=== Begin Enclosure ===

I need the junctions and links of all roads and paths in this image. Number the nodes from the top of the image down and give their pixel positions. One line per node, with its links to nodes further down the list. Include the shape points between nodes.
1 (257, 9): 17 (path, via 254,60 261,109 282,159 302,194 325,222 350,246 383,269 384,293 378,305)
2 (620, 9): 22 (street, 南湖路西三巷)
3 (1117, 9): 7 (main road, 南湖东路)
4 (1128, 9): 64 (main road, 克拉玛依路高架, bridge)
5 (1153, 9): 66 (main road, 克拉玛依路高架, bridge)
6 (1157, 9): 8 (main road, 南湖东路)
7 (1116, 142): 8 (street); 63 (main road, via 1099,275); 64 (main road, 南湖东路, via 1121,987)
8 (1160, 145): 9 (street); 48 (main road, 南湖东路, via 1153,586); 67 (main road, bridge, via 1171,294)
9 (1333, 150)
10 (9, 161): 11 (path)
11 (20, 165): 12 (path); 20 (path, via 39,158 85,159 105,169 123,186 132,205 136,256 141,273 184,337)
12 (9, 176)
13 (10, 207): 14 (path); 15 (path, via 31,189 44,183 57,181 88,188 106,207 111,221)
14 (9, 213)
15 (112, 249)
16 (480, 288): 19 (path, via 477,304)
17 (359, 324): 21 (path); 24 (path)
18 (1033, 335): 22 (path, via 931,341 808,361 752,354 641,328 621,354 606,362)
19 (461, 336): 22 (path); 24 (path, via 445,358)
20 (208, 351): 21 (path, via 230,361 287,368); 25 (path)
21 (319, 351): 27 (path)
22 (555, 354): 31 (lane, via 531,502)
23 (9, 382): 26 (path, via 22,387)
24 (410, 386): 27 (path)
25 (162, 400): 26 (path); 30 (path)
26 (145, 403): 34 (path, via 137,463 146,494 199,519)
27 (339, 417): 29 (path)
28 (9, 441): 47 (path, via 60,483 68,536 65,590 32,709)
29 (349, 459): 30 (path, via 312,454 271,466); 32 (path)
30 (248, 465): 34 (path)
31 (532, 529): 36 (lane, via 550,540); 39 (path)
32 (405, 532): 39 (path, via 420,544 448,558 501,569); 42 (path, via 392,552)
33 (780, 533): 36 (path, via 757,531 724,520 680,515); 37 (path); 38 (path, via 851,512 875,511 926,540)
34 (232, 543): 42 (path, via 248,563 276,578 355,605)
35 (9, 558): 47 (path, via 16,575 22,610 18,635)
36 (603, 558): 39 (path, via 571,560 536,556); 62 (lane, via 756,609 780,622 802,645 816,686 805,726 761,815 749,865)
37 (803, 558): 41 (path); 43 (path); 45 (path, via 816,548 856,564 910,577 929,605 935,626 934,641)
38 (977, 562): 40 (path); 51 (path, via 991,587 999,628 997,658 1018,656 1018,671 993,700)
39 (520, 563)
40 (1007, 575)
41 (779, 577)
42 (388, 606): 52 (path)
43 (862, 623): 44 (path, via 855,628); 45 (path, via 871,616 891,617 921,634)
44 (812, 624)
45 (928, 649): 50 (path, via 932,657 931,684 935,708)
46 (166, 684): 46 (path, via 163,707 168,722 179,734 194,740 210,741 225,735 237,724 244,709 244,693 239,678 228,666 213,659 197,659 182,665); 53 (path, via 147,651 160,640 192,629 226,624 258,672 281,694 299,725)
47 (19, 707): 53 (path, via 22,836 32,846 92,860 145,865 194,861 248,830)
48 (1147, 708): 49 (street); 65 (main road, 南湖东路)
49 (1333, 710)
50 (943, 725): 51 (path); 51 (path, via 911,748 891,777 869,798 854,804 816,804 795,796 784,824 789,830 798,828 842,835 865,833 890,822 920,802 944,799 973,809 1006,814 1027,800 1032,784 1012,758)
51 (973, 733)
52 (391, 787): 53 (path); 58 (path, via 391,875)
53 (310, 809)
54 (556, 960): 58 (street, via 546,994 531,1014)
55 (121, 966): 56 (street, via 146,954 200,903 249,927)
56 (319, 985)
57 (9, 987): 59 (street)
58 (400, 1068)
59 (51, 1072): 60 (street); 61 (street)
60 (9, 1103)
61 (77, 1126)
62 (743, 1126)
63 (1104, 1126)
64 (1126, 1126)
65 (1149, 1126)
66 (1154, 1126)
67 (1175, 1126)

=== End Enclosure ===

» Task details
Where a line of the records includes "street", copy it.

» Response
2 (620, 9): 22 (street, 南湖路西三巷)
7 (1116, 142): 8 (street); 63 (main road, via 1099,275); 64 (main road, 南湖东路, via 1121,987)
8 (1160, 145): 9 (street); 48 (main road, 南湖东路, via 1153,586); 67 (main road, bridge, via 1171,294)
48 (1147, 708): 49 (street); 65 (main road, 南湖东路)
54 (556, 960): 58 (street, via 546,994 531,1014)
55 (121, 966): 56 (street, via 146,954 200,903 249,927)
57 (9, 987): 59 (street)
59 (51, 1072): 60 (street); 61 (street)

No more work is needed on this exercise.